**Activity**
Print the entire listing below word for word, excluding its pictures.

**Records supplied**
-----

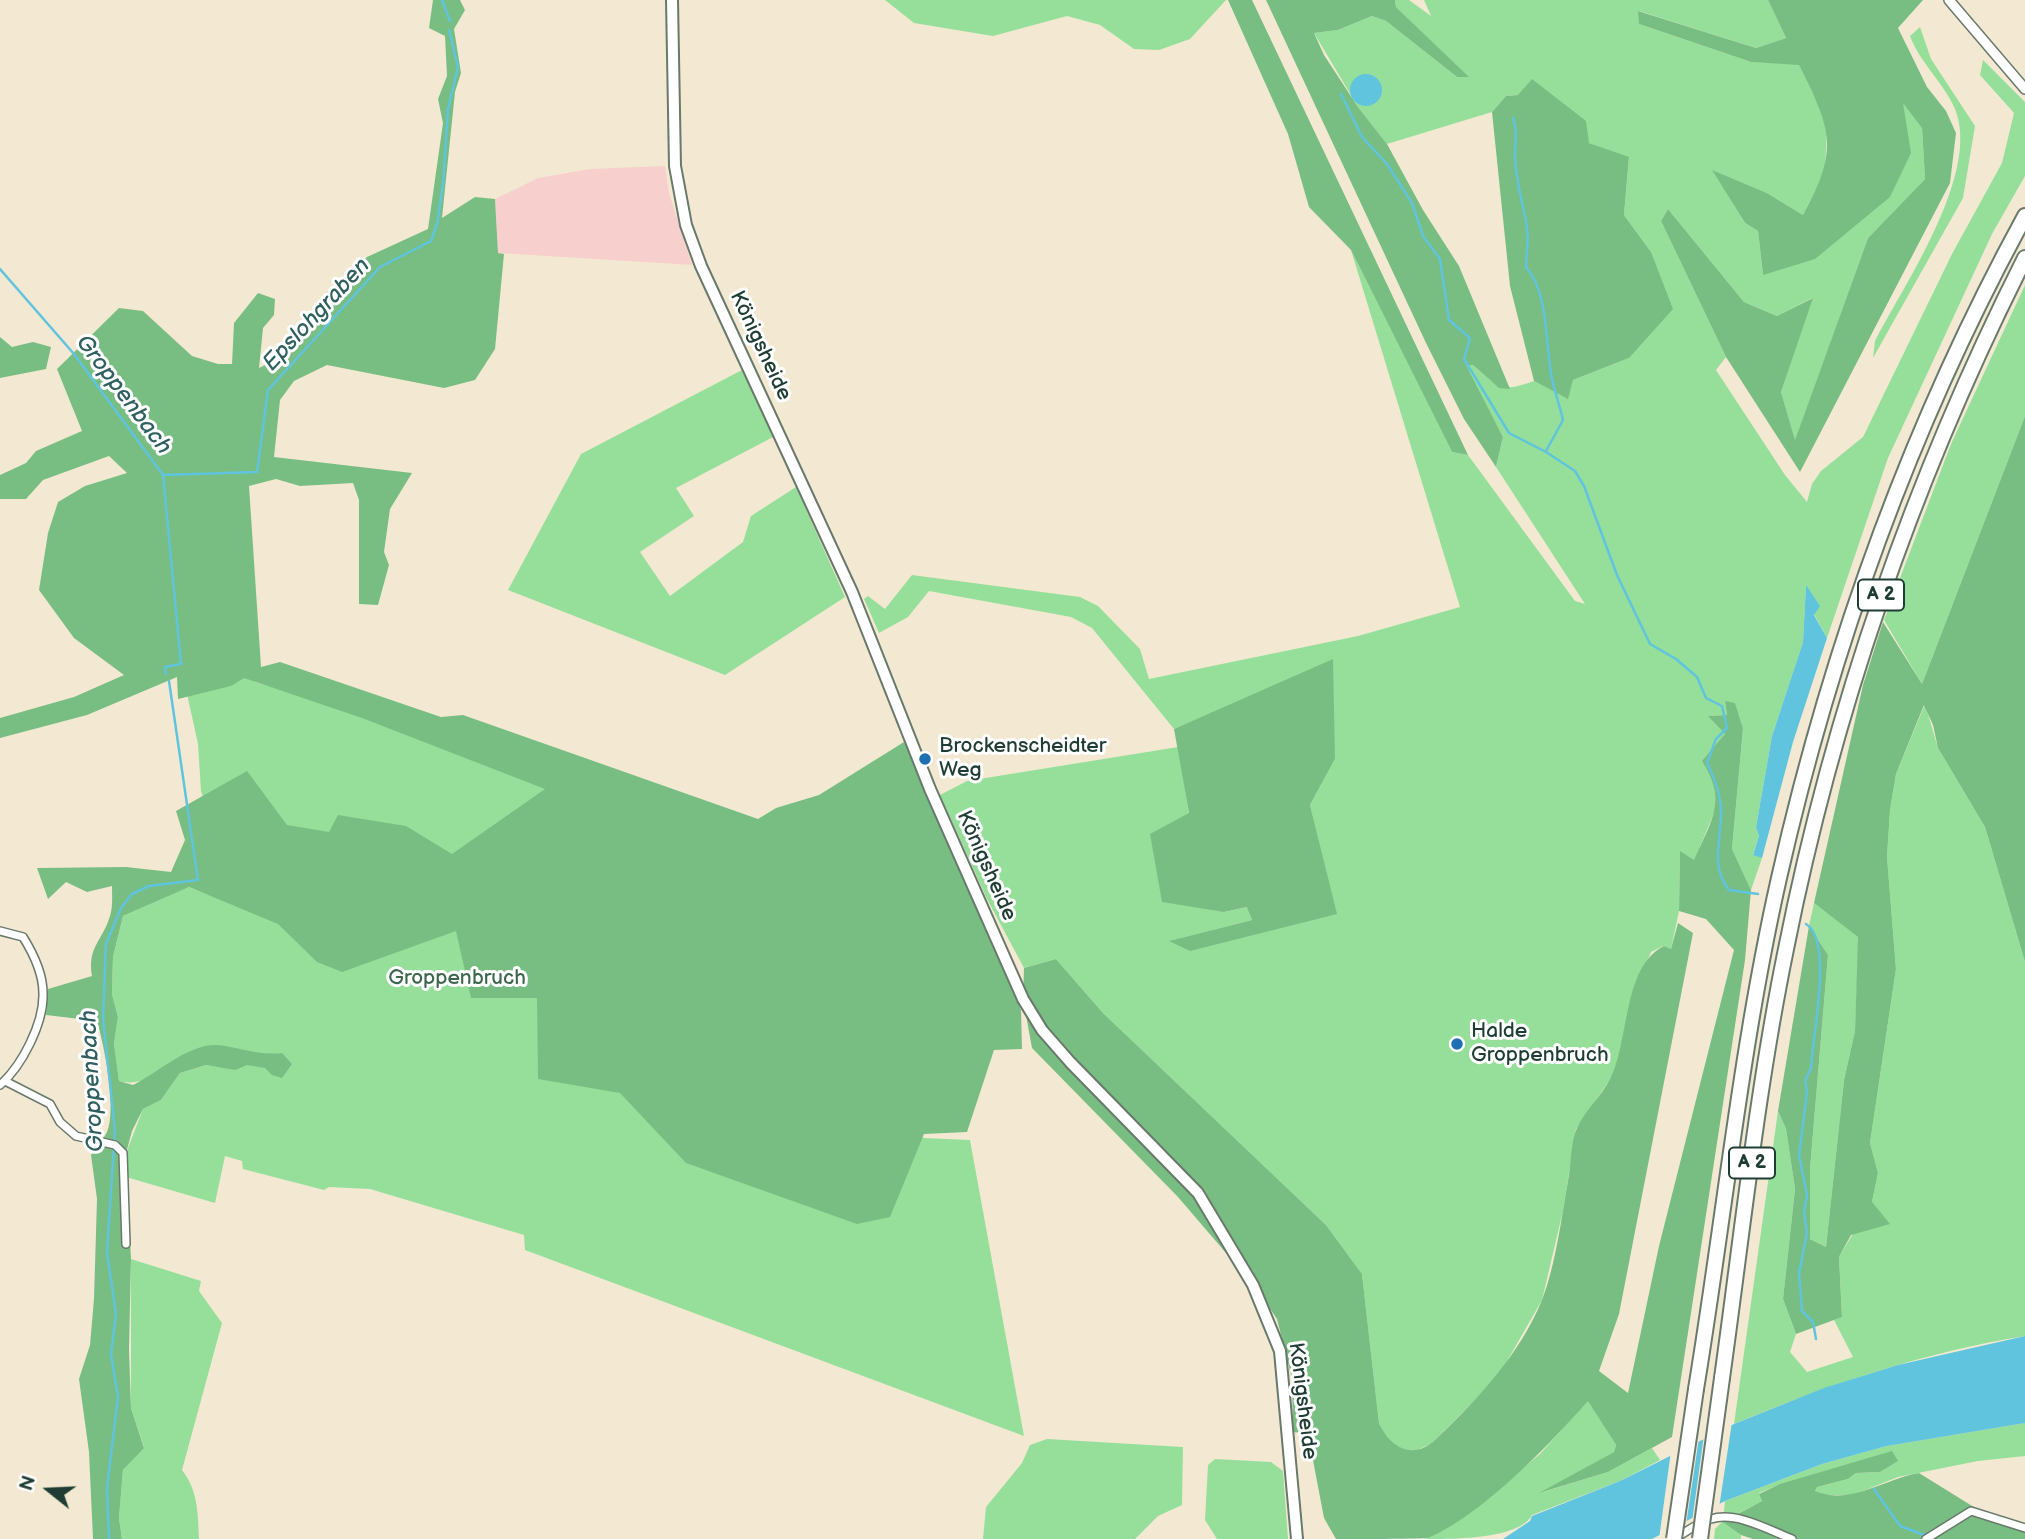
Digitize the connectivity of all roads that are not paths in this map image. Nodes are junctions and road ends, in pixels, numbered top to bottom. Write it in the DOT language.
graph roads {
  1 [pos="671,0"];
  2 [pos="1949,0"];
  3 [pos="2025,89"];
  4 [pos="2025,216"];
  5 [pos="2025,258"];
  6 [pos="0,931"];
  7 [pos="3,1083"];
  8 [pos="126,1244"];
  9 [pos="2025,1528"];
  10 [pos="1297,1539"];
  11 [pos="1674,1539"];
  12 [pos="1700,1539"];
  13 [pos="1793,1539"];
  14 [pos="1926,1539"];
  1 -- 10 [label="main road, Königsheide"];
  2 -- 3 [label="street"];
  4 -- 11 [label="highway, A 2, bridge"];
  5 -- 12 [label="highway, A 2, bridge"];
  6 -- 7 [label="street"];
  7 -- 8 [label="street"];
  9 -- 14 [label="street"];
  11 -- 13 [label="street"];
}
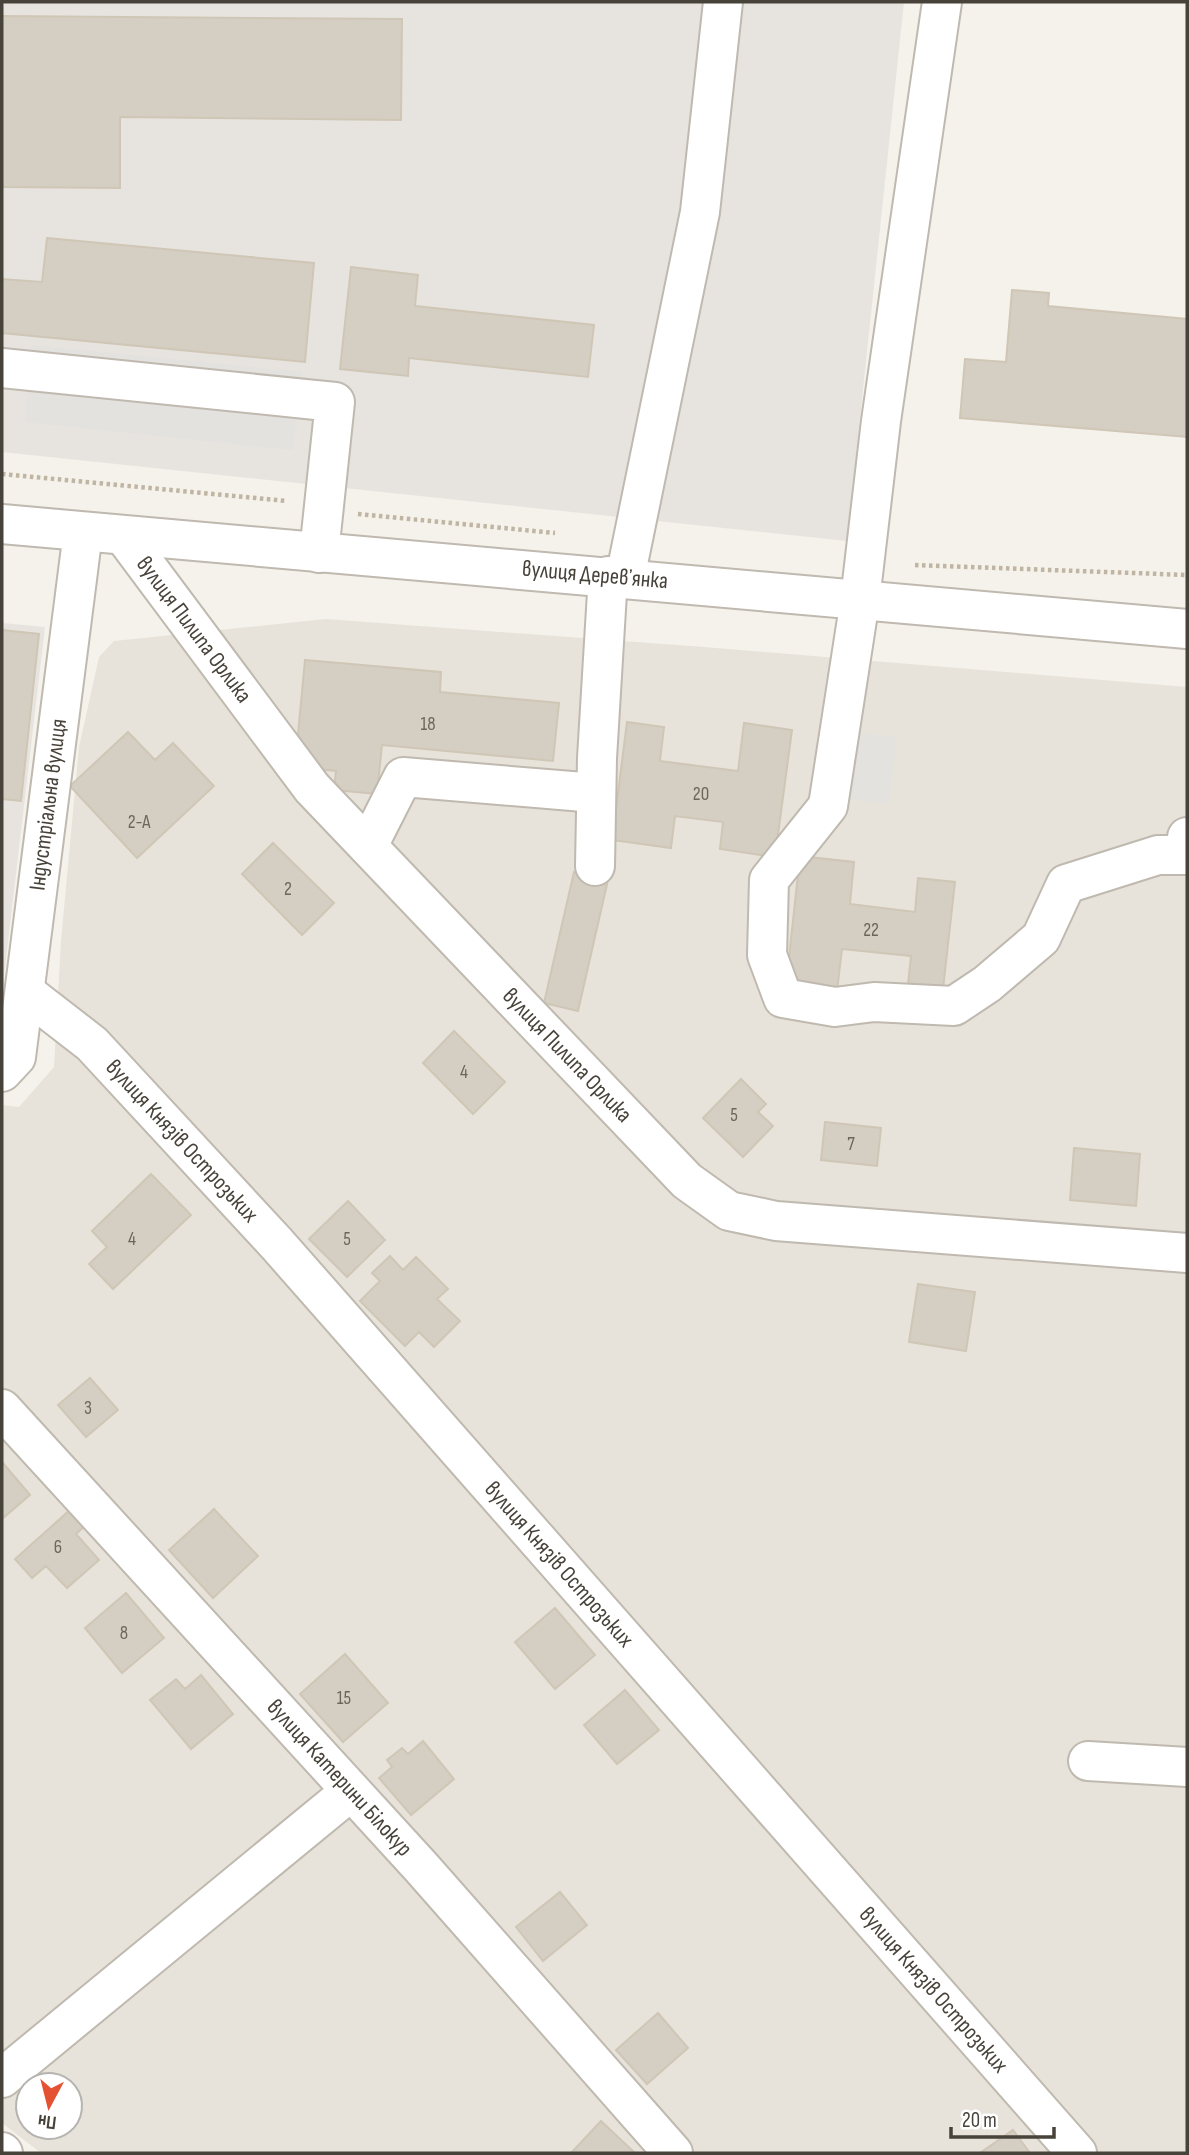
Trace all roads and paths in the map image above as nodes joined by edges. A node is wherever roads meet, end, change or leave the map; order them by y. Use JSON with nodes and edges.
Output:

-----

**Result of the task**
Digitize the connectivity of all roads that are not paths in this map image. Nodes are junctions and road ends, in pixels, numbered top to bottom. Write it in the DOT language.
graph roads {
  1 [pos="671,0"];
  2 [pos="1949,0"];
  3 [pos="2025,89"];
  4 [pos="2025,216"];
  5 [pos="2025,258"];
  6 [pos="0,931"];
  7 [pos="3,1083"];
  8 [pos="126,1244"];
  9 [pos="2025,1528"];
  10 [pos="1297,1539"];
  11 [pos="1674,1539"];
  12 [pos="1700,1539"];
  13 [pos="1793,1539"];
  14 [pos="1926,1539"];
  1 -- 10 [label="main road, Königsheide"];
  2 -- 3 [label="street"];
  4 -- 11 [label="highway, A 2, bridge"];
  5 -- 12 [label="highway, A 2, bridge"];
  6 -- 7 [label="street"];
  7 -- 8 [label="street"];
  9 -- 14 [label="street"];
  11 -- 13 [label="street"];
}
Trace all roads and paths in the map image above as nodes joined by edges. A node is wherever roads meet, end, change or leave the map; order them by y. Use JSON with nodes and edges.
Output:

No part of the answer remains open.